Antes da subidinha da Niemeyer, Danilo já estava ofegante enquanto eu ainda reclamava do horário que saímos:

— Oito da manhã no Rio já é hora de estar em casa de volta, não de sair. — eu resmungava.

— Quente… — encurtava o Danilo ofegante, constatando, numa palavra, o erro.

Ou seja, o ranzinza e o cansado, em vez de dominó na praça se acharam atletas. Como o sol não ia diminuir e o esforço só ia aumentar, o dia prometia ser um ano.

No mês, Danilo tinha feito 4 ou 5 pedais do que ele gosta de chamar de longão. Naquele tipo de treinamento de base, num mês nada, no outro só pedal de 100 quilômetros. É esse tipo de regularidade, progressão e adaptação que forma o verdadeiro atleta, forjado na fé.

E eu tinha só corrido, com o pé. Pedalando aqui e ali, mas só para não enferrujar a corrente, sem precisar, porém, trocá-la.

No fim da Niemeyer, a situação estava às claras: um ova que vamos fazer esse olímpico! Antes do Joá: — O que acha da gente só ir até a Barra e voltar? —especulou o Danilo, certo do risco zero. Claro!

Fotos: Junior Simões

Sem o Garmin, não sabia a velocidade. Mas o bafo quente do mormaço também serve de odômetro e sabia que não estava nem a 30 km/h. Pedalando tranquilo, só curtindo o calorzinho do inferno, puxando a dupla na orla da Barra. Olho para trás, tá lá o Danilo no vácuo. Mais um pouco cozinhando no vapor, olho pra trás, e ele segue firme. Mais um minutinho, olho pra trás, cadê? Evaporou! Está tão longe, tão longe, que parece uma miragem no asfalto quente.

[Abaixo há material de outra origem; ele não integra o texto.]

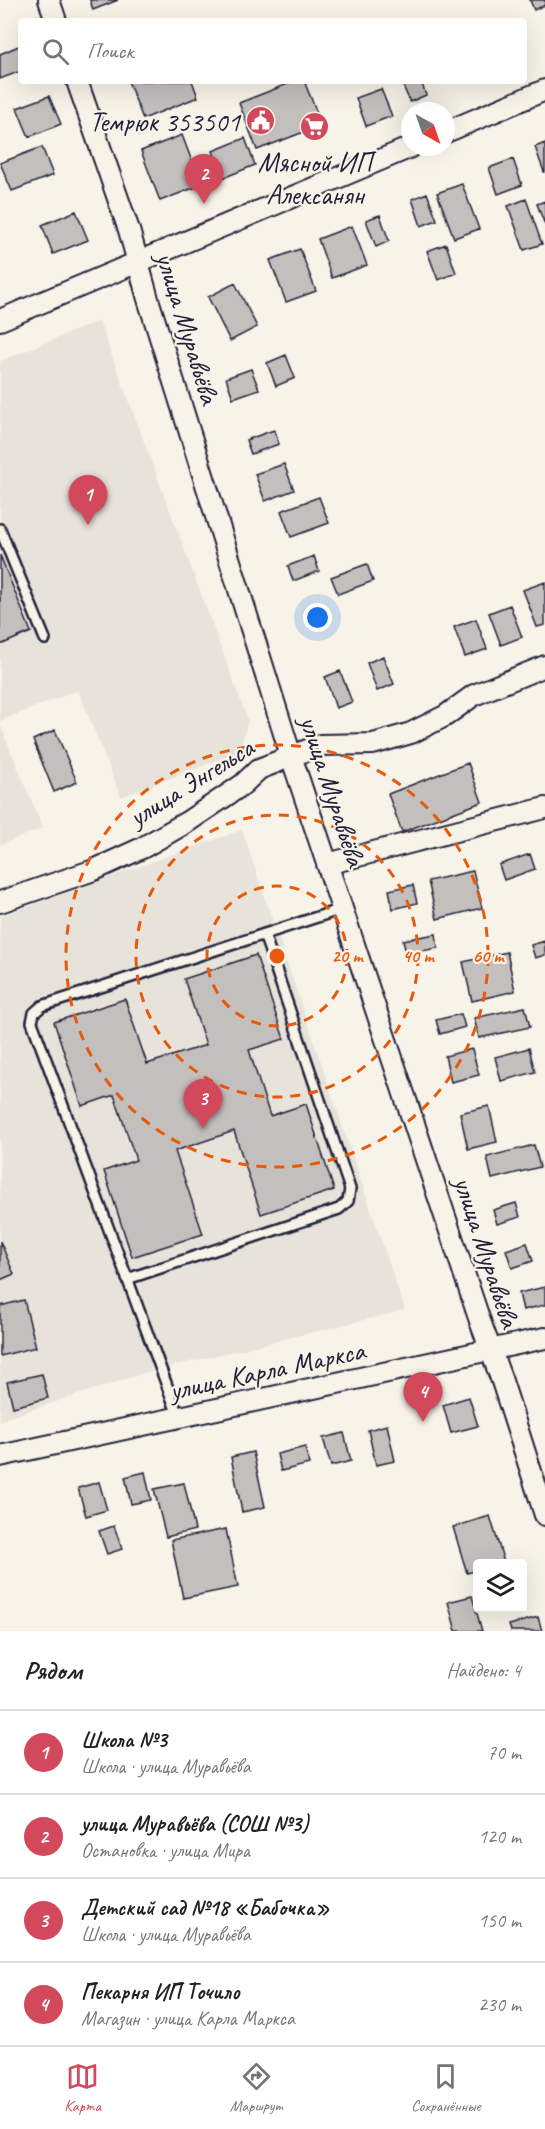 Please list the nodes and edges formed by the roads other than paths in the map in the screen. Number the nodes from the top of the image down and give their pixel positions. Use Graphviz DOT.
graph roads {
  1 [pos="49,0"];
  2 [pos="55,18"];
  3 [pos="78,84"];
  4 [pos="545,90"];
  5 [pos="455,128"];
  6 [pos="401,151"];
  7 [pos="137,264"];
  8 [pos="0,320"];
  9 [pos="0,529"];
  10 [pos="45,639"];
  11 [pos="545,666"];
  12 [pos="291,756"];
  13 [pos="545,808"];
  14 [pos="327,864"];
  15 [pos="0,902"];
  16 [pos="342,909"];
  17 [pos="264,934"];
  18 [pos="127,1279"];
  19 [pos="545,1338"];
  20 [pos="490,1351"];
  21 [pos="179,1418"];
  22 [pos="0,1456"];
  23 [pos="545,1515"];
  1 -- 2 [label="street"];
  3 -- 7 [label="street, улица Муравьёва"];
  4 -- 5 [label="street"];
  6 -- 7 [label="street"];
  7 -- 8 [label="street"];
  7 -- 12 [label="street, улица Муравьёва"];
  9 -- 10 [label="lane"];
  11 -- 12 [label="street, улица Энгельса"];
  12 -- 14 [label="street, улица Муравьёва"];
  12 -- 15 [label="street, улица Энгельса"];
  13 -- 14 [label="street"];
  14 -- 16 [label="street, улица Муравьёва"];
  16 -- 17 [label="lane"];
  16 -- 20 [label="street, улица Муравьёва"];
  17 -- 18 [label="lane"];
  17 -- 18 [label="lane"];
  18 -- 21 [label="lane"];
  19 -- 20 [label="street, улица Карла Маркса"];
  20 -- 21 [label="street, улица Карла Маркса"];
  20 -- 23 [label="street, улица Муравьёва"];
  21 -- 22 [label="street, улица Карла Маркса"];
}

E assim fomos e voltamos. Pulamos a Prainha e seus cabritos e seguimos até Guaratiba. Para ele me alcançar a cada evaporada, eu fiquei testando um moto perpétuo: você para de pedalar, levanta no pedal, joga bicicleta pra frente e o corpo pra trás, depois puxa o corpo em direção ao guidão, e repete. Devagar e divertido, como era pra ser.

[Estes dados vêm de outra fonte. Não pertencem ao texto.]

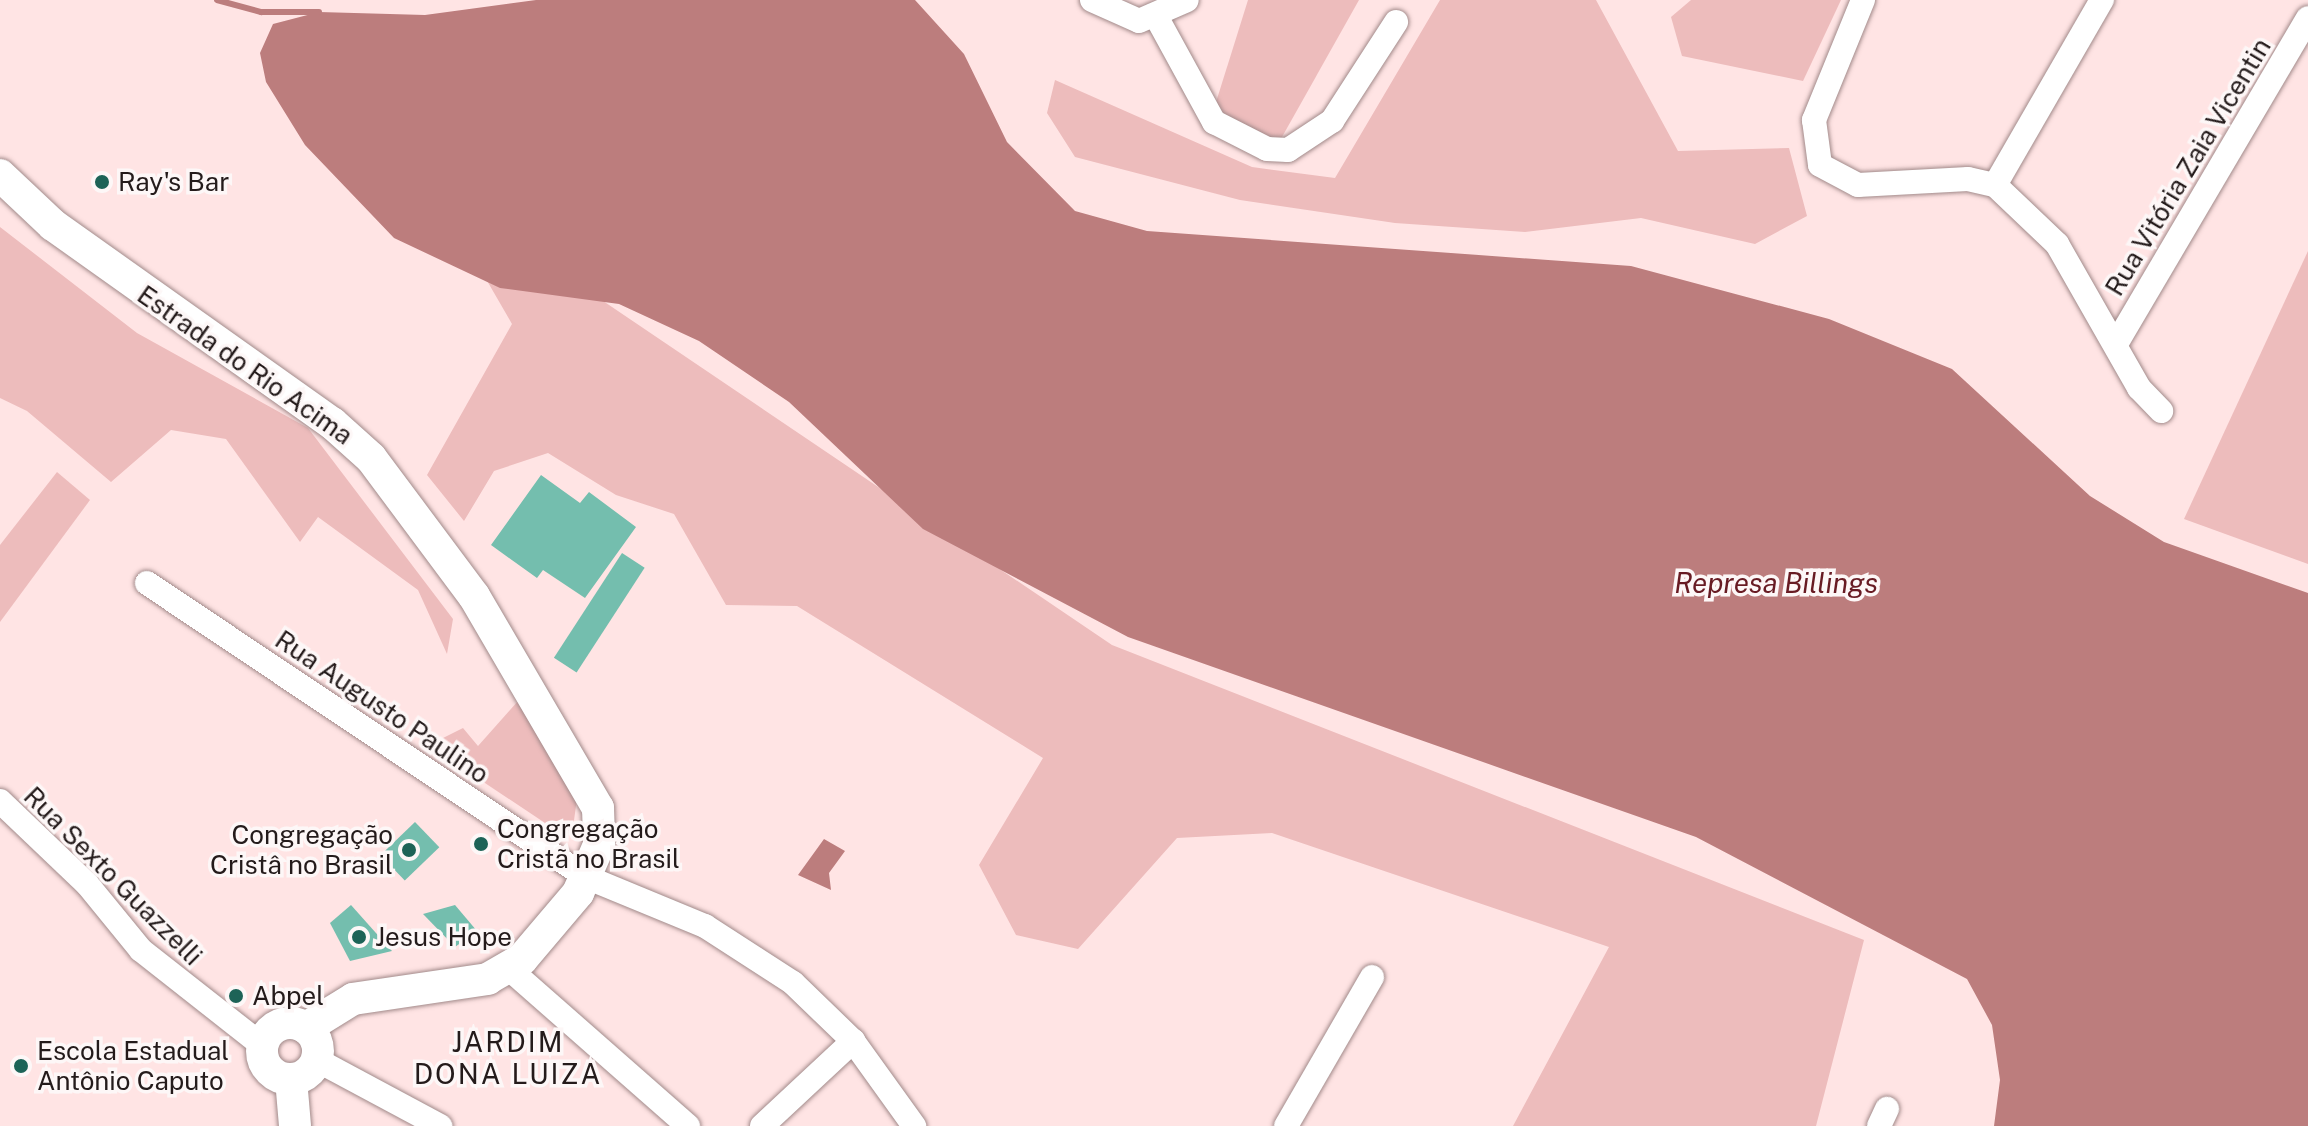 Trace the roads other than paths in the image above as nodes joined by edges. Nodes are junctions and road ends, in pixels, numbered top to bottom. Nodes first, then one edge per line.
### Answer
1 (1092, 0) edge
2 (1187, 0) edge
3 (1863, 0) edge
4 (2102, 0) edge
5 (1157, 18) junction
6 (2308, 18) edge
7 (1396, 22) dead end
8 (0, 175) edge
9 (1995, 185) junction
10 (2116, 344) junction
11 (2161, 411) dead end
12 (147, 583) dead end
13 (0, 801) edge
14 (586, 877) junction
15 (507, 967) junction
16 (1372, 977) dead end
17 (306, 1028) junction
18 (853, 1041) junction
19 (263, 1046) junction
20 (317, 1060) junction
21 (291, 1079) junction
22 (295, 1126) edge
23 (440, 1126) edge
24 (688, 1126) edge
25 (762, 1126) edge
26 (914, 1126) edge
27 (1286, 1126) edge

1 - 5 street
2 - 5 street
3 - 9 street
4 - 9 street
5 - 7 street
6 - 10 street, Rua Vitória Zaia Vicentin
8 - 14 main road, Estrada do Rio Acima
9 - 10 street
10 - 11 street
12 - 14 street, Rua Augusto Paulino
13 - 19 street, Rua Sexto Guazzelli
14 - 15 main road, Estrada do Rio Acima
14 - 18 street, Rua Augusto Paulino
15 - 17 main road, Estrada do Rio Acima
15 - 24 street
16 - 27 street
17 - 19 main road
17 - 20 main road
18 - 25 street
18 - 26 street, Rua Augusto Paulino
19 - 21 main road
20 - 21 main road
20 - 23 street
21 - 22 main road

E quando o Danilo reagrupava, a primeira coisa: — Estou na base.

Base é aquele período no treinamento clássico onde se pedala muito mas sem muita correria, só girando. Depois da base vem a construção, quando aumenta a intensidade de alguns treinos. Os profissionais, por exemplo, costumam fazer a base nessa época do ano, para preparar o coração para as competições. Base, acima de onde alguma é construída.

Mas se não vai construir nada, base de quê?! Eu, do corona pra frente, só pedalo base. Base de base, porque o resto do ano vou continuar construindo base.

PS: Se pareceu que esse seria meu primeiro e último pedal com Danilo é só porque fiz causo. Bons pedais em ótima companhia: Granfondo do Danilo, Pão com linguiça e Danilo levou Conservatória.


Kleto Zan é engenheiro de software, ciclista e detesta fotografia, mas escreve como ninguém.